Durante i restauri del 1928 l’altare maggiore fu trasferito nella chiesa di S. Maria della Catena e sostituito dall’attuale, realizzato riutilizzando una lastra di sarcofago romano con ippogrifi rimaneggiato già nel Quattrocento. Sempre durante quei lavori vennero ritrovati alcuni frammenti decorativi medievali e un’urnetta cineraria, oggi murati nelle pareti laterali. Resta traccia del pavimento marmoreo originale della chiesa in uno dei gradini antistante l’altare.
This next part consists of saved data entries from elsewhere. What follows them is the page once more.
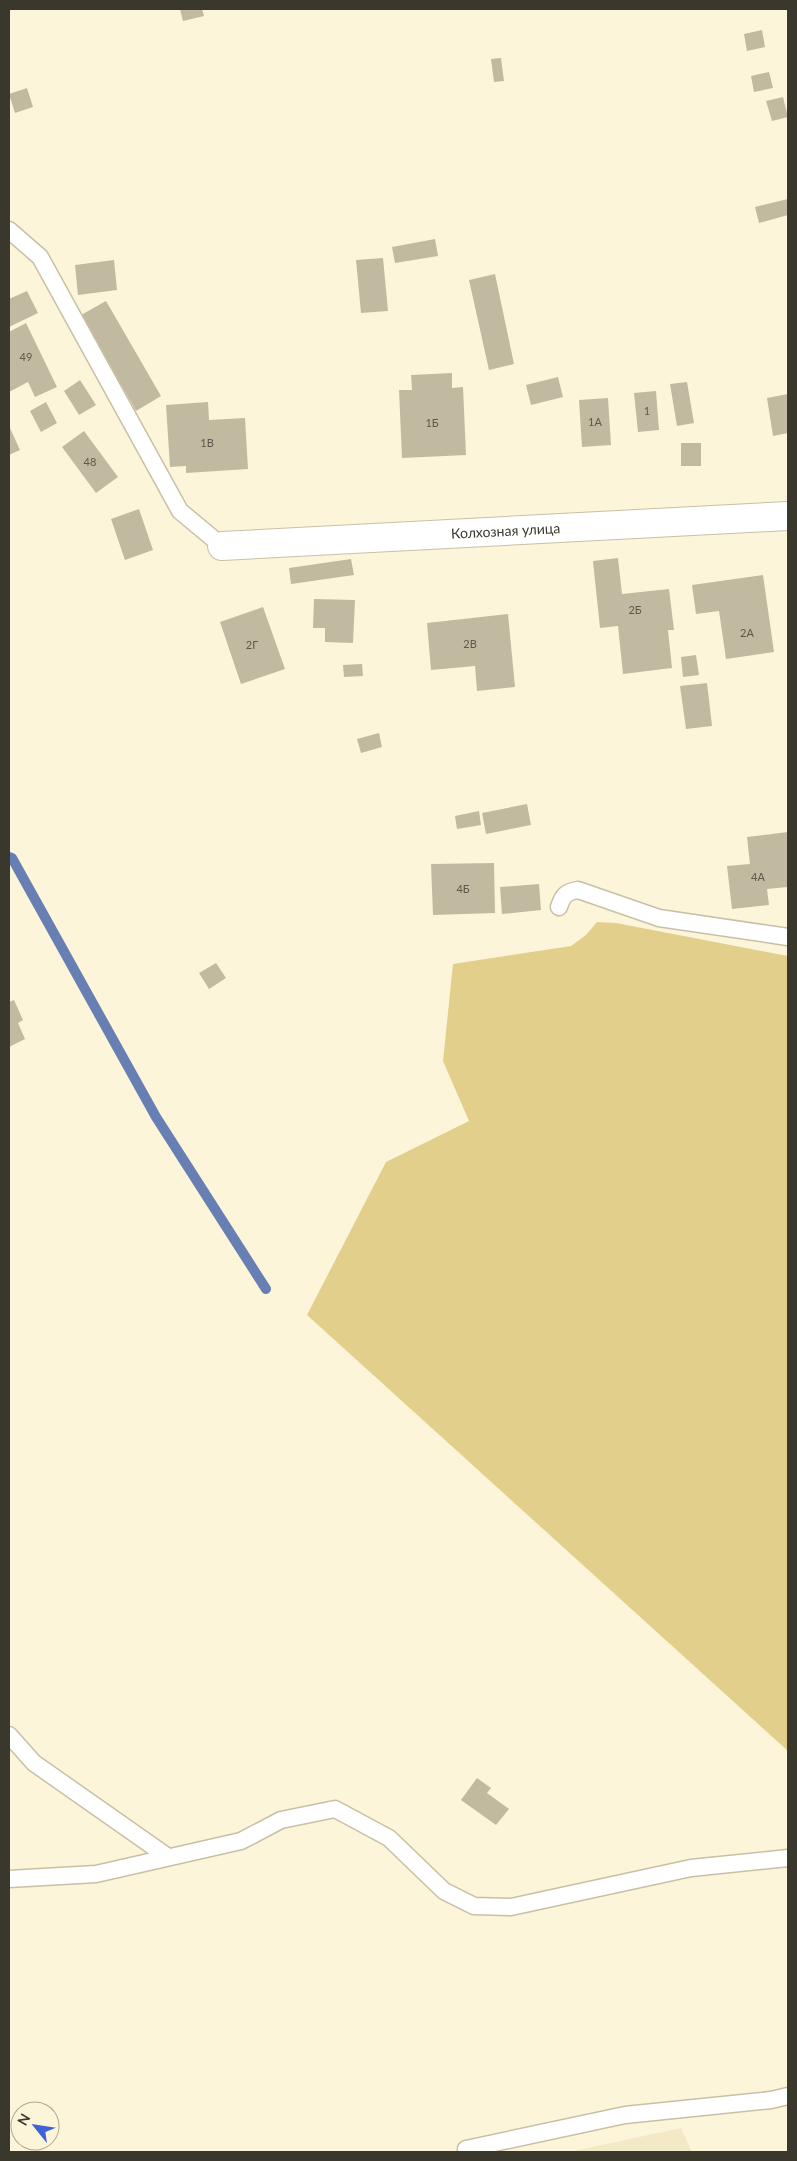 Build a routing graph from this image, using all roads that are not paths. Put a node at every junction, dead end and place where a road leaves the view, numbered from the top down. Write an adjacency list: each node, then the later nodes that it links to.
1 (9, 230): 3 (lane)
2 (788, 516): 3 (street, Колхозная улица)
3 (222, 546)
4 (559, 906): 5 (lane)
5 (788, 937)
6 (9, 1735): 7 (lane)
7 (168, 1857): 8 (lane); 9 (lane)
8 (788, 1858)
9 (9, 1879)
10 (788, 2096): 11 (lane)
11 (466, 2149) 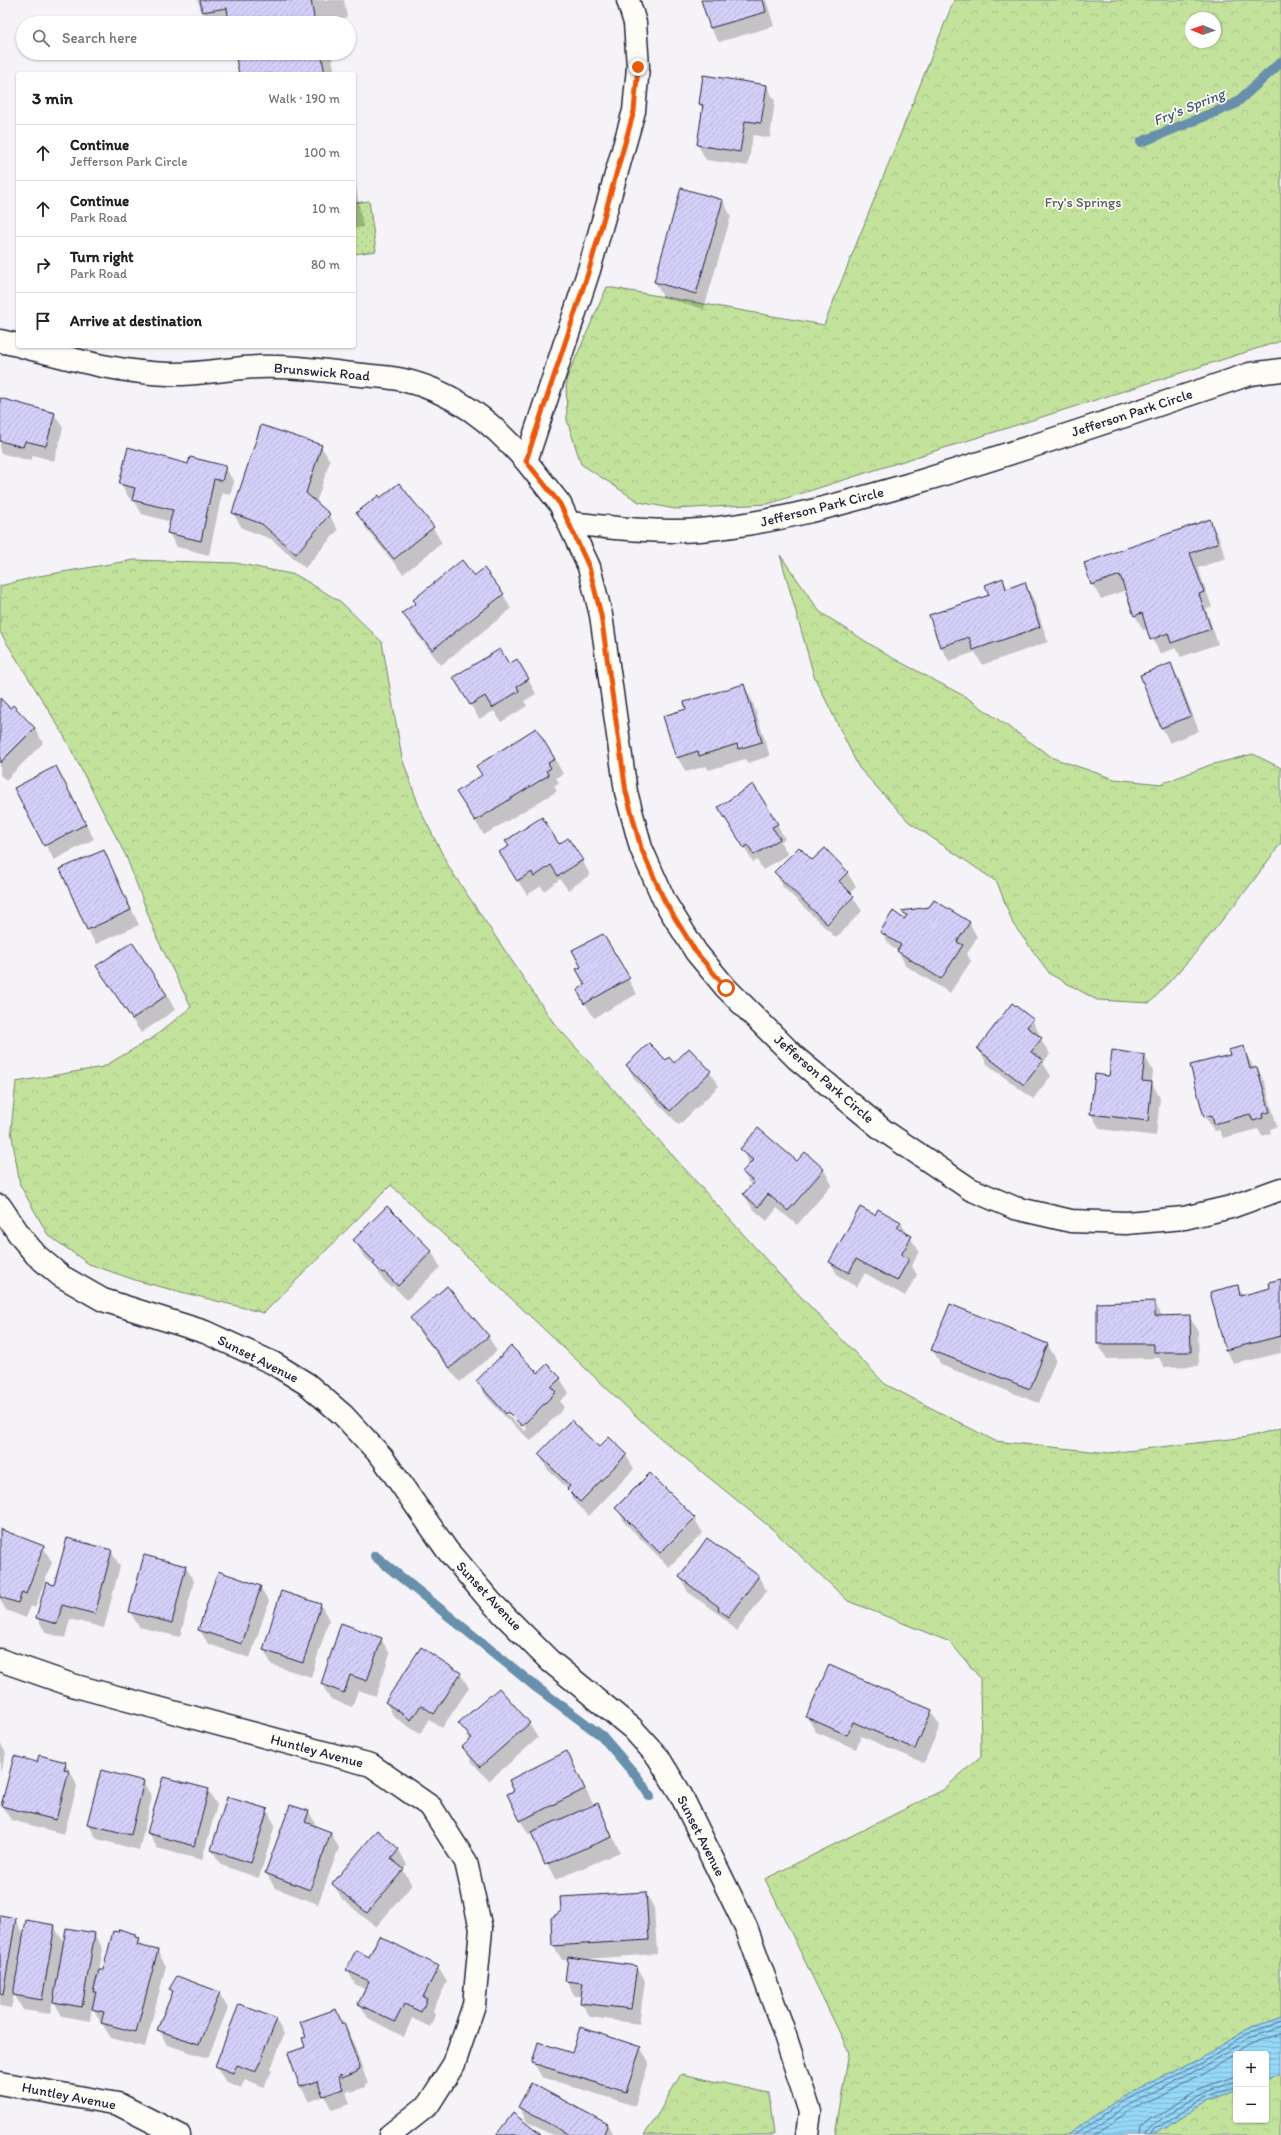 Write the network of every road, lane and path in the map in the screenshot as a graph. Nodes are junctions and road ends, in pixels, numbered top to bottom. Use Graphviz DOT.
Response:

Nel corso dei secoli la chiesa subì numerose espoliazioni essendo proprio a ridosso della cinta muraria; scampata ai bombardamenti del 1943, continuò ad essere officiata e fu sede di concerti organizzati dall’Associazione S. Giovanni a Mare. Negli anni 1975-1980 fu nuovamente chiusa per interventi di risanamento. Successivamente fu saltuariamente officiata fino al 1998, quando venne chiusa per interventi urgenti di restauro. Recentemente sono stati restaurati gli affreschi (2011-2012) e si attendono alcuni interventi di statica al fine di correggere l’inclinazione di alcune colonne.